What needs to be done
Leave out all pictures while repeating the records exactly and completely.
[[ Records for the exercise, beginning ]]
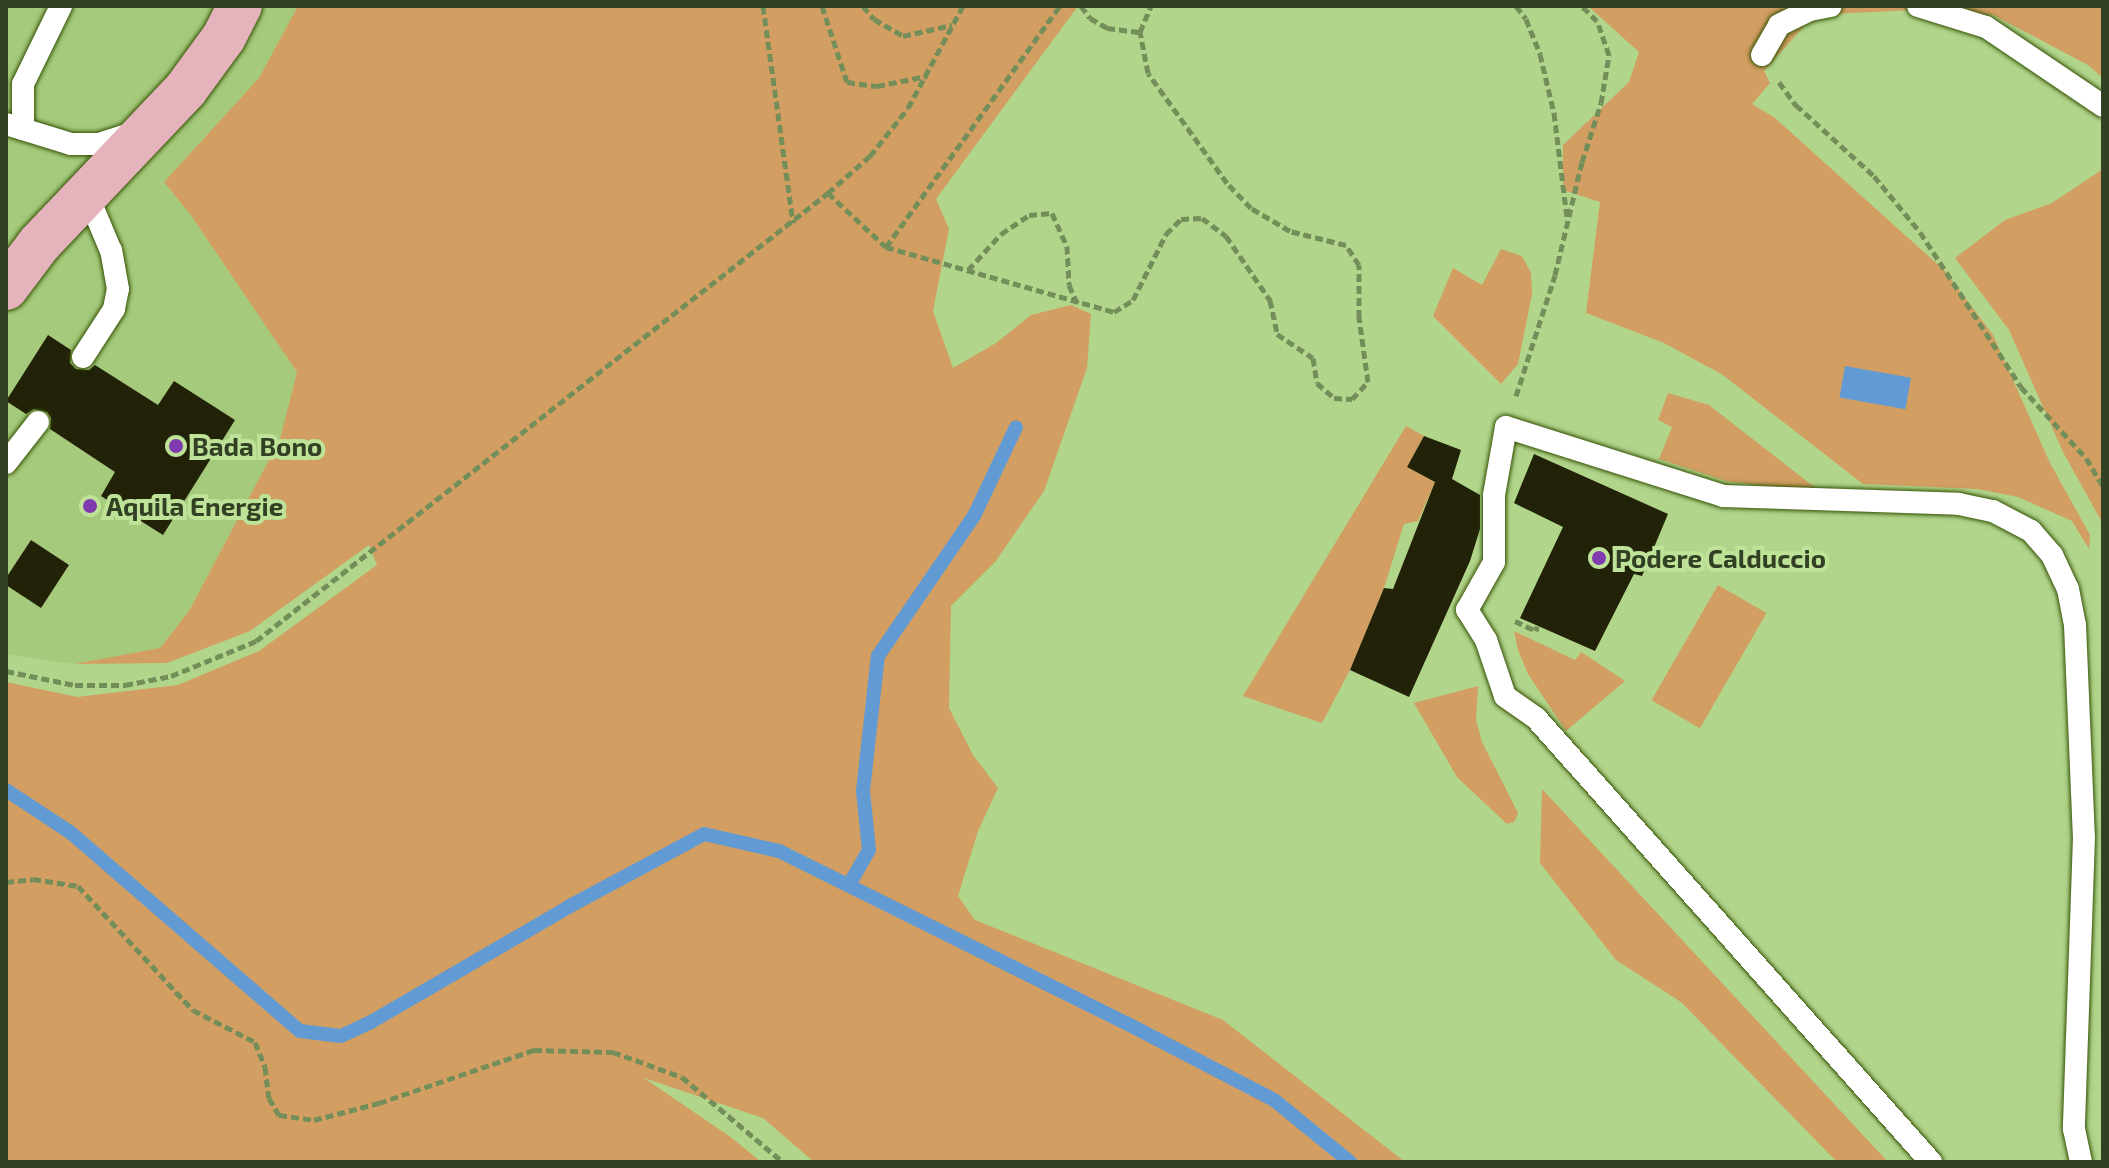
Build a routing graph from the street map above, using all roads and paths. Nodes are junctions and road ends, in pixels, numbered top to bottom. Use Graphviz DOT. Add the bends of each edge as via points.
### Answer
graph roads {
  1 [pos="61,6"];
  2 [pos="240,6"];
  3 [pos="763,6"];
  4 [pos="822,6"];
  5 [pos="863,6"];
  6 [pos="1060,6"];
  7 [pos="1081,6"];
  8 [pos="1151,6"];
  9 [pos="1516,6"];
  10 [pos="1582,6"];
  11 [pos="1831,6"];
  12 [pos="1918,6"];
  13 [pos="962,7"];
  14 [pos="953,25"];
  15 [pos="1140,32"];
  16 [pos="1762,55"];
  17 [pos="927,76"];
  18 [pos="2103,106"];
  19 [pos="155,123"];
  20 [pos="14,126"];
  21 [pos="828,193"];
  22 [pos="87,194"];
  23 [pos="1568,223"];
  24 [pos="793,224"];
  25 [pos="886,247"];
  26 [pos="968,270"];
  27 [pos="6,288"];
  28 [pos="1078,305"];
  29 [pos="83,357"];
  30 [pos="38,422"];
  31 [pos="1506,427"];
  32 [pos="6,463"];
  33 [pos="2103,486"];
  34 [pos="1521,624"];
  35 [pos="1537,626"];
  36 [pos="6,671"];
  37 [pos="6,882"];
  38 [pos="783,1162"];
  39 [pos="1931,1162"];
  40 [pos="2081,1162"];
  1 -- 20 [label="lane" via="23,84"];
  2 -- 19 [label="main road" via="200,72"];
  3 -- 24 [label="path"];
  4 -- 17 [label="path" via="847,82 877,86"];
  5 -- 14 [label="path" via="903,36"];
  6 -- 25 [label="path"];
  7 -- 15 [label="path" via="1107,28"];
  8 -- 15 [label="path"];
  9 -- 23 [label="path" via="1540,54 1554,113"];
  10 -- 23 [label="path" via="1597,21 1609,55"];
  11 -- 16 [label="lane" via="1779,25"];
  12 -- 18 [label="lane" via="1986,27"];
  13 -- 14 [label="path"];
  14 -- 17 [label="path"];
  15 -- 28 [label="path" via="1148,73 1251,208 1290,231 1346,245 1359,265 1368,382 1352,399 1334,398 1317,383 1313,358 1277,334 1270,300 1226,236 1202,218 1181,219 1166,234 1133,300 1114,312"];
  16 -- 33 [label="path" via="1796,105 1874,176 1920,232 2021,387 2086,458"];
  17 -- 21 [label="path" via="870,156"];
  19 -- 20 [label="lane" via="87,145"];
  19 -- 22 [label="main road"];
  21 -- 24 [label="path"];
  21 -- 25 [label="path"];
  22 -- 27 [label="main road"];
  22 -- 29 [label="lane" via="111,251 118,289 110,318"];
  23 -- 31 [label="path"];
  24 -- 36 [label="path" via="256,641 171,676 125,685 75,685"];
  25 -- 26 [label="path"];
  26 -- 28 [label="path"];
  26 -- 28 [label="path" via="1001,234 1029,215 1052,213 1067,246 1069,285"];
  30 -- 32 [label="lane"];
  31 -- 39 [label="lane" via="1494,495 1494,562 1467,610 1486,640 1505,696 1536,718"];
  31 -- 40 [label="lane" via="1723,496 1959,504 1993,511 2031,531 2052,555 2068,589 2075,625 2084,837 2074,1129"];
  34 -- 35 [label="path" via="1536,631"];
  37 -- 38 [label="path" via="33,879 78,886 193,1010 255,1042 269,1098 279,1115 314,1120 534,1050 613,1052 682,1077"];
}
[[ Records for the exercise, end ]]
Solution for this task
Build a routing graph from the street map above, using all roads and paths. Nodes are junctions and road ends, in pixels, numbered top to bottom. Use Graphviz DOT. Add the bends of each edge as via points.
### Answer
graph roads {
  1 [pos="61,6"];
  2 [pos="240,6"];
  3 [pos="763,6"];
  4 [pos="822,6"];
  5 [pos="863,6"];
  6 [pos="1060,6"];
  7 [pos="1081,6"];
  8 [pos="1151,6"];
  9 [pos="1516,6"];
  10 [pos="1582,6"];
  11 [pos="1831,6"];
  12 [pos="1918,6"];
  13 [pos="962,7"];
  14 [pos="953,25"];
  15 [pos="1140,32"];
  16 [pos="1762,55"];
  17 [pos="927,76"];
  18 [pos="2103,106"];
  19 [pos="155,123"];
  20 [pos="14,126"];
  21 [pos="828,193"];
  22 [pos="87,194"];
  23 [pos="1568,223"];
  24 [pos="793,224"];
  25 [pos="886,247"];
  26 [pos="968,270"];
  27 [pos="6,288"];
  28 [pos="1078,305"];
  29 [pos="83,357"];
  30 [pos="38,422"];
  31 [pos="1506,427"];
  32 [pos="6,463"];
  33 [pos="2103,486"];
  34 [pos="1521,624"];
  35 [pos="1537,626"];
  36 [pos="6,671"];
  37 [pos="6,882"];
  38 [pos="783,1162"];
  39 [pos="1931,1162"];
  40 [pos="2081,1162"];
  1 -- 20 [label="lane" via="23,84"];
  2 -- 19 [label="main road" via="200,72"];
  3 -- 24 [label="path"];
  4 -- 17 [label="path" via="847,82 877,86"];
  5 -- 14 [label="path" via="903,36"];
  6 -- 25 [label="path"];
  7 -- 15 [label="path" via="1107,28"];
  8 -- 15 [label="path"];
  9 -- 23 [label="path" via="1540,54 1554,113"];
  10 -- 23 [label="path" via="1597,21 1609,55"];
  11 -- 16 [label="lane" via="1779,25"];
  12 -- 18 [label="lane" via="1986,27"];
  13 -- 14 [label="path"];
  14 -- 17 [label="path"];
  15 -- 28 [label="path" via="1148,73 1251,208 1290,231 1346,245 1359,265 1368,382 1352,399 1334,398 1317,383 1313,358 1277,334 1270,300 1226,236 1202,218 1181,219 1166,234 1133,300 1114,312"];
  16 -- 33 [label="path" via="1796,105 1874,176 1920,232 2021,387 2086,458"];
  17 -- 21 [label="path" via="870,156"];
  19 -- 20 [label="lane" via="87,145"];
  19 -- 22 [label="main road"];
  21 -- 24 [label="path"];
  21 -- 25 [label="path"];
  22 -- 27 [label="main road"];
  22 -- 29 [label="lane" via="111,251 118,289 110,318"];
  23 -- 31 [label="path"];
  24 -- 36 [label="path" via="256,641 171,676 125,685 75,685"];
  25 -- 26 [label="path"];
  26 -- 28 [label="path"];
  26 -- 28 [label="path" via="1001,234 1029,215 1052,213 1067,246 1069,285"];
  30 -- 32 [label="lane"];
  31 -- 39 [label="lane" via="1494,495 1494,562 1467,610 1486,640 1505,696 1536,718"];
  31 -- 40 [label="lane" via="1723,496 1959,504 1993,511 2031,531 2052,555 2068,589 2075,625 2084,837 2074,1129"];
  34 -- 35 [label="path" via="1536,631"];
  37 -- 38 [label="path" via="33,879 78,886 193,1010 255,1042 269,1098 279,1115 314,1120 534,1050 613,1052 682,1077"];
}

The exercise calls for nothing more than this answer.